RECORD EXTRACTS below:

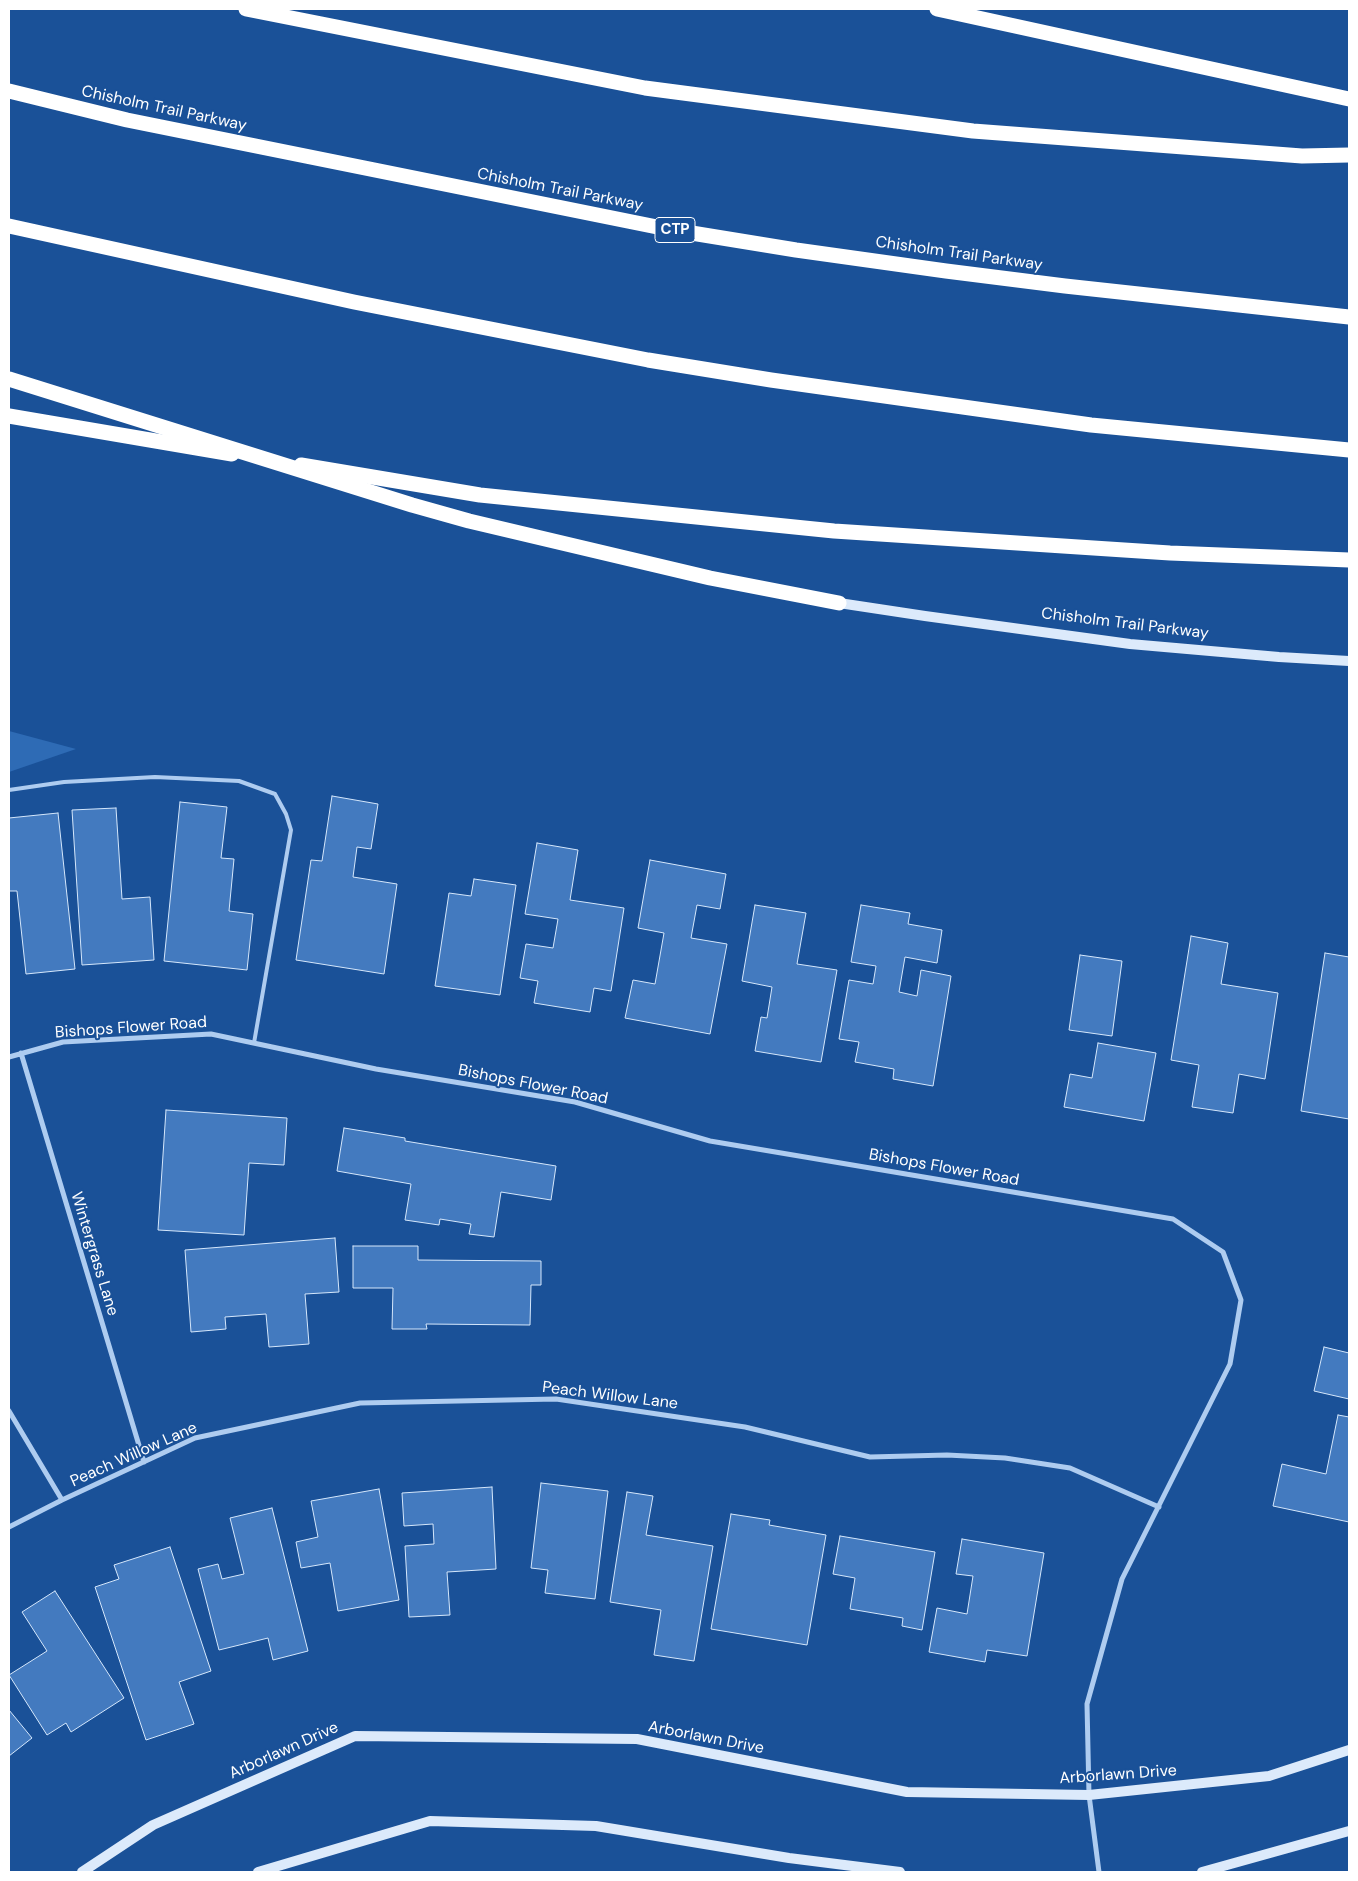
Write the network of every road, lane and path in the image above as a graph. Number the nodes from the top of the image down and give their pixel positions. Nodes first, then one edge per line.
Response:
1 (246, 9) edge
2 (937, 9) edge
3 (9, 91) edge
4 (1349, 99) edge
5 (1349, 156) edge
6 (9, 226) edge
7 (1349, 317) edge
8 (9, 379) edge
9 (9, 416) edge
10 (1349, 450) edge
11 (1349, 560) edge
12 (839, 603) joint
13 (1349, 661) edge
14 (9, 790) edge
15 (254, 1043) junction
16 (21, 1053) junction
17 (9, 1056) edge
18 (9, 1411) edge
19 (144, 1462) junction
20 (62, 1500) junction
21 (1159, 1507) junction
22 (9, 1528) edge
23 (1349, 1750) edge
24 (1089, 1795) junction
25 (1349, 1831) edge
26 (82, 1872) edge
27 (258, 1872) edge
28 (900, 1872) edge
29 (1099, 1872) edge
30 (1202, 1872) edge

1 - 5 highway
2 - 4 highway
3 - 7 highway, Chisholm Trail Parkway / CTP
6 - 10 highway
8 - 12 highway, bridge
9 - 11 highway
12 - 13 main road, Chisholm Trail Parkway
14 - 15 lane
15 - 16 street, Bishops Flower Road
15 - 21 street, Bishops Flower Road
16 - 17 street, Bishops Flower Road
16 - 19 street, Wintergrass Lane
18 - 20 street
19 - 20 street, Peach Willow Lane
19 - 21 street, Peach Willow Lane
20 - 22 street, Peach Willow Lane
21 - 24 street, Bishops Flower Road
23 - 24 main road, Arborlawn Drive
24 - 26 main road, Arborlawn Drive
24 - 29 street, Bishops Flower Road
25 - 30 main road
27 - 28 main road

End of RECORD EXTRACTS.
RECORD EXTRACTS below:

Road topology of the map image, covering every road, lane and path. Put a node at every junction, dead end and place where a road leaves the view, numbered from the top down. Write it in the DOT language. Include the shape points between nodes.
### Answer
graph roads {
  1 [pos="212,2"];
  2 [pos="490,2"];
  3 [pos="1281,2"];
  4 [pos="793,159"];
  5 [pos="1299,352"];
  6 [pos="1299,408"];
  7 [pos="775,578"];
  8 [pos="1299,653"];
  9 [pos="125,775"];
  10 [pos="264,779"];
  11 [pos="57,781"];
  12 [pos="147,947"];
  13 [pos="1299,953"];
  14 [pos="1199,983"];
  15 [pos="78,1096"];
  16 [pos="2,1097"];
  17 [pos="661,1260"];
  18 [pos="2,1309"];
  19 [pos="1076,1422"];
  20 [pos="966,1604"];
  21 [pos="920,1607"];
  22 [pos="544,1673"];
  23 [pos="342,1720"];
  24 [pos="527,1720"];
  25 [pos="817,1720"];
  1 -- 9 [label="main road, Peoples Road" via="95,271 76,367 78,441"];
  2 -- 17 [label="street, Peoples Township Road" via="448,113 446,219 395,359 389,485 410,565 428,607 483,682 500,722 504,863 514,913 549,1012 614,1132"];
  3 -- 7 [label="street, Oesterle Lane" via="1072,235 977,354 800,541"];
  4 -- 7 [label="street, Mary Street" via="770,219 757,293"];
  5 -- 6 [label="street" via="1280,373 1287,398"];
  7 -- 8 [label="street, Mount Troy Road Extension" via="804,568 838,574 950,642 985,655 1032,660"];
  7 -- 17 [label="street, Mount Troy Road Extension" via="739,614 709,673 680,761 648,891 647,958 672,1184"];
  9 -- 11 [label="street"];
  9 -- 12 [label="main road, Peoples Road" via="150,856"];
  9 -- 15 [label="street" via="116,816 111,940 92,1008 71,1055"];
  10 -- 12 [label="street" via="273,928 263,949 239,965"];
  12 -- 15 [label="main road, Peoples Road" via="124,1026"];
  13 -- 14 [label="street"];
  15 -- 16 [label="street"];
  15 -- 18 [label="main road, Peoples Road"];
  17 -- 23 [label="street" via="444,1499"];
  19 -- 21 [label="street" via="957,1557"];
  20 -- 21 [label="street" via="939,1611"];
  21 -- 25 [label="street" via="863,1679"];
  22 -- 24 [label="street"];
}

End of RECORD EXTRACTS.

WHAT THIS TASK INVOLVES
Check each line above for the word "Peach". Then state how many lines contain it, and nothing more.

FINISHED EXERCISE
3